Records supplied START

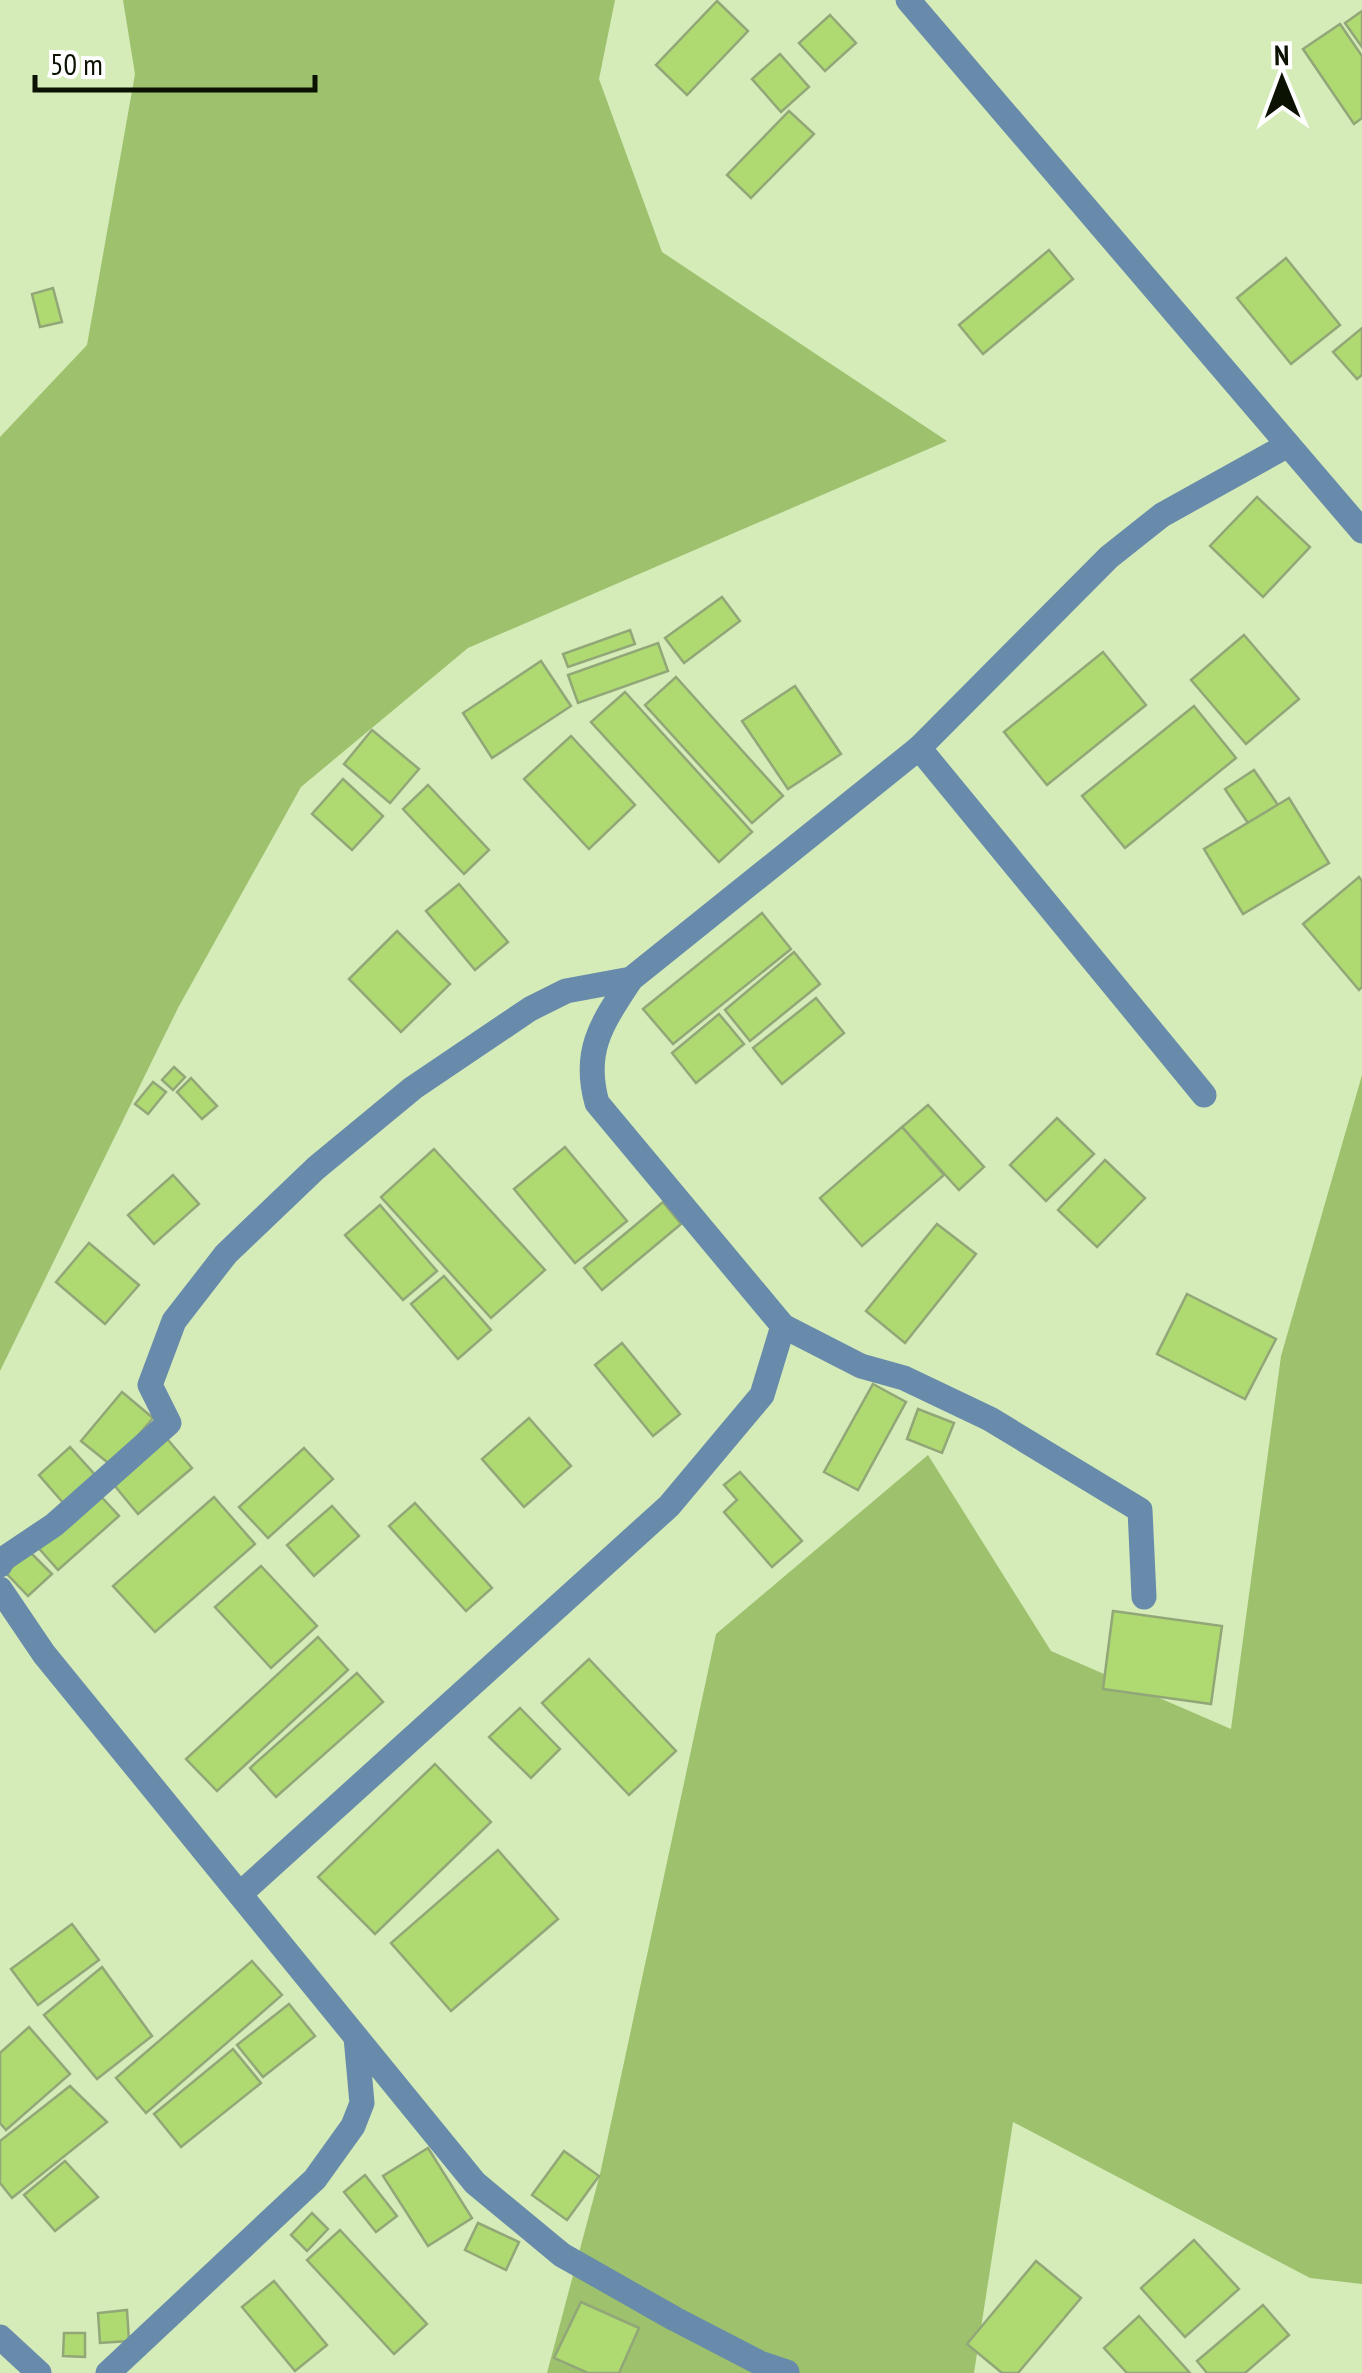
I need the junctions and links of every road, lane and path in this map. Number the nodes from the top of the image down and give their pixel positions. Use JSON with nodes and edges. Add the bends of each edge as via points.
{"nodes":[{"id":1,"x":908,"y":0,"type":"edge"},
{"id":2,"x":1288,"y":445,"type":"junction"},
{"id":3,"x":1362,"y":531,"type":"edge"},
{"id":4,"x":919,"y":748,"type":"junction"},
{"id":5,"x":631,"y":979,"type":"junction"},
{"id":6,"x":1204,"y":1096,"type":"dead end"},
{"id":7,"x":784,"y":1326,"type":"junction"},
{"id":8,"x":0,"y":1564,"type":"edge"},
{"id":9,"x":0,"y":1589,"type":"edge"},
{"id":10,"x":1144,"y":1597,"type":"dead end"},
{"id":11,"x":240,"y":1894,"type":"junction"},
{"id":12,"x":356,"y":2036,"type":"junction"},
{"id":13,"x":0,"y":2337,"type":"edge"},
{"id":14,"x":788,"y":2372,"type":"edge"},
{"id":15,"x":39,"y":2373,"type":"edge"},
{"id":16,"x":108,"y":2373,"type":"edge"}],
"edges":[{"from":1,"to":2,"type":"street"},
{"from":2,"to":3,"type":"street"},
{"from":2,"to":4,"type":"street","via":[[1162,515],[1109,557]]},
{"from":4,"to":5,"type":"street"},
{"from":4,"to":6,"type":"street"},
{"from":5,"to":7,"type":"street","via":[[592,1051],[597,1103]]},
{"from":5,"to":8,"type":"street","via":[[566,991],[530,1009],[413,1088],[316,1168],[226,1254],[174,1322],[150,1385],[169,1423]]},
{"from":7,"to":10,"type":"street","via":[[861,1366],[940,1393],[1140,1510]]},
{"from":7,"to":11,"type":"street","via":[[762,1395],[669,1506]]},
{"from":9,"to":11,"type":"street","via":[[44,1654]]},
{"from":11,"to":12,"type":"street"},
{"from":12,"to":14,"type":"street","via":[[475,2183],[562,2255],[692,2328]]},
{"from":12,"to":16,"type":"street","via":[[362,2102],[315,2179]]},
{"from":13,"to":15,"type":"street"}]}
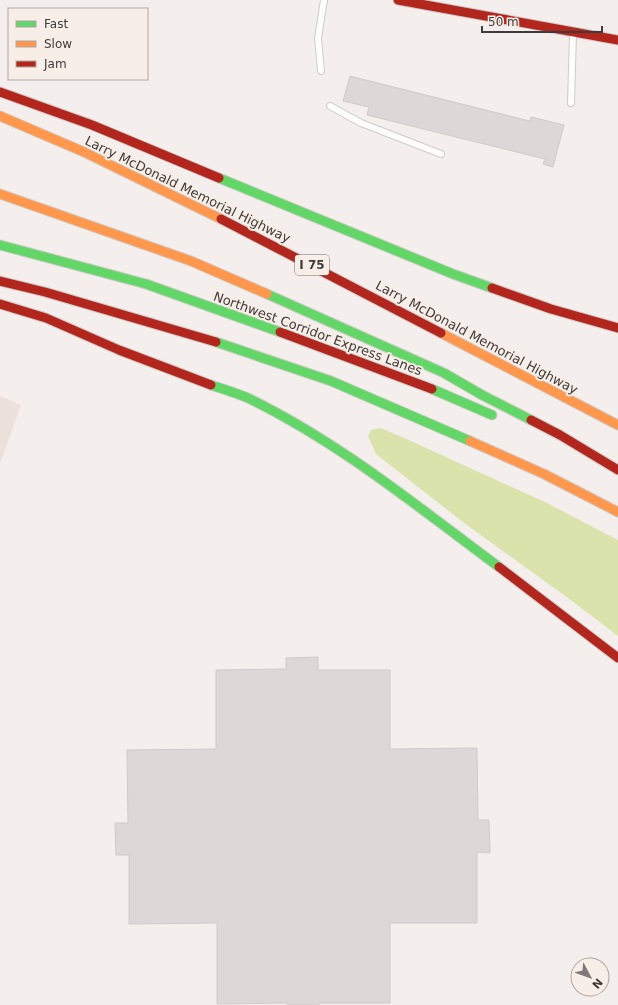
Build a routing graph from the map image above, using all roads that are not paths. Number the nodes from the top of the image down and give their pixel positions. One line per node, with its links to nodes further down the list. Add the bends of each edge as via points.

Records supplied END

Instructions to follow: With the pictures removed, return each record above exactly as given.

Answer section:
I need the junctions and links of every road, lane and path in this map. Number the nodes from the top of the image down and give their pixel positions. Use JSON with nodes and edges. Add the bends of each edge as via points.
{"nodes":[{"id":1,"x":908,"y":0,"type":"edge"},
{"id":2,"x":1288,"y":445,"type":"junction"},
{"id":3,"x":1362,"y":531,"type":"edge"},
{"id":4,"x":919,"y":748,"type":"junction"},
{"id":5,"x":631,"y":979,"type":"junction"},
{"id":6,"x":1204,"y":1096,"type":"dead end"},
{"id":7,"x":784,"y":1326,"type":"junction"},
{"id":8,"x":0,"y":1564,"type":"edge"},
{"id":9,"x":0,"y":1589,"type":"edge"},
{"id":10,"x":1144,"y":1597,"type":"dead end"},
{"id":11,"x":240,"y":1894,"type":"junction"},
{"id":12,"x":356,"y":2036,"type":"junction"},
{"id":13,"x":0,"y":2337,"type":"edge"},
{"id":14,"x":788,"y":2372,"type":"edge"},
{"id":15,"x":39,"y":2373,"type":"edge"},
{"id":16,"x":108,"y":2373,"type":"edge"}],
"edges":[{"from":1,"to":2,"type":"street"},
{"from":2,"to":3,"type":"street"},
{"from":2,"to":4,"type":"street","via":[[1162,515],[1109,557]]},
{"from":4,"to":5,"type":"street"},
{"from":4,"to":6,"type":"street"},
{"from":5,"to":7,"type":"street","via":[[592,1051],[597,1103]]},
{"from":5,"to":8,"type":"street","via":[[566,991],[530,1009],[413,1088],[316,1168],[226,1254],[174,1322],[150,1385],[169,1423]]},
{"from":7,"to":10,"type":"street","via":[[861,1366],[940,1393],[1140,1510]]},
{"from":7,"to":11,"type":"street","via":[[762,1395],[669,1506]]},
{"from":9,"to":11,"type":"street","via":[[44,1654]]},
{"from":11,"to":12,"type":"street"},
{"from":12,"to":14,"type":"street","via":[[475,2183],[562,2255],[692,2328]]},
{"from":12,"to":16,"type":"street","via":[[362,2102],[315,2179]]},
{"from":13,"to":15,"type":"street"}]}
Build a routing graph from the map image above, using all roads that are not paths. Number the nodes from the top of the image down and give their pixel positions. One line per node, with its links to nodes further down the list. Add the bends of each edge as via points.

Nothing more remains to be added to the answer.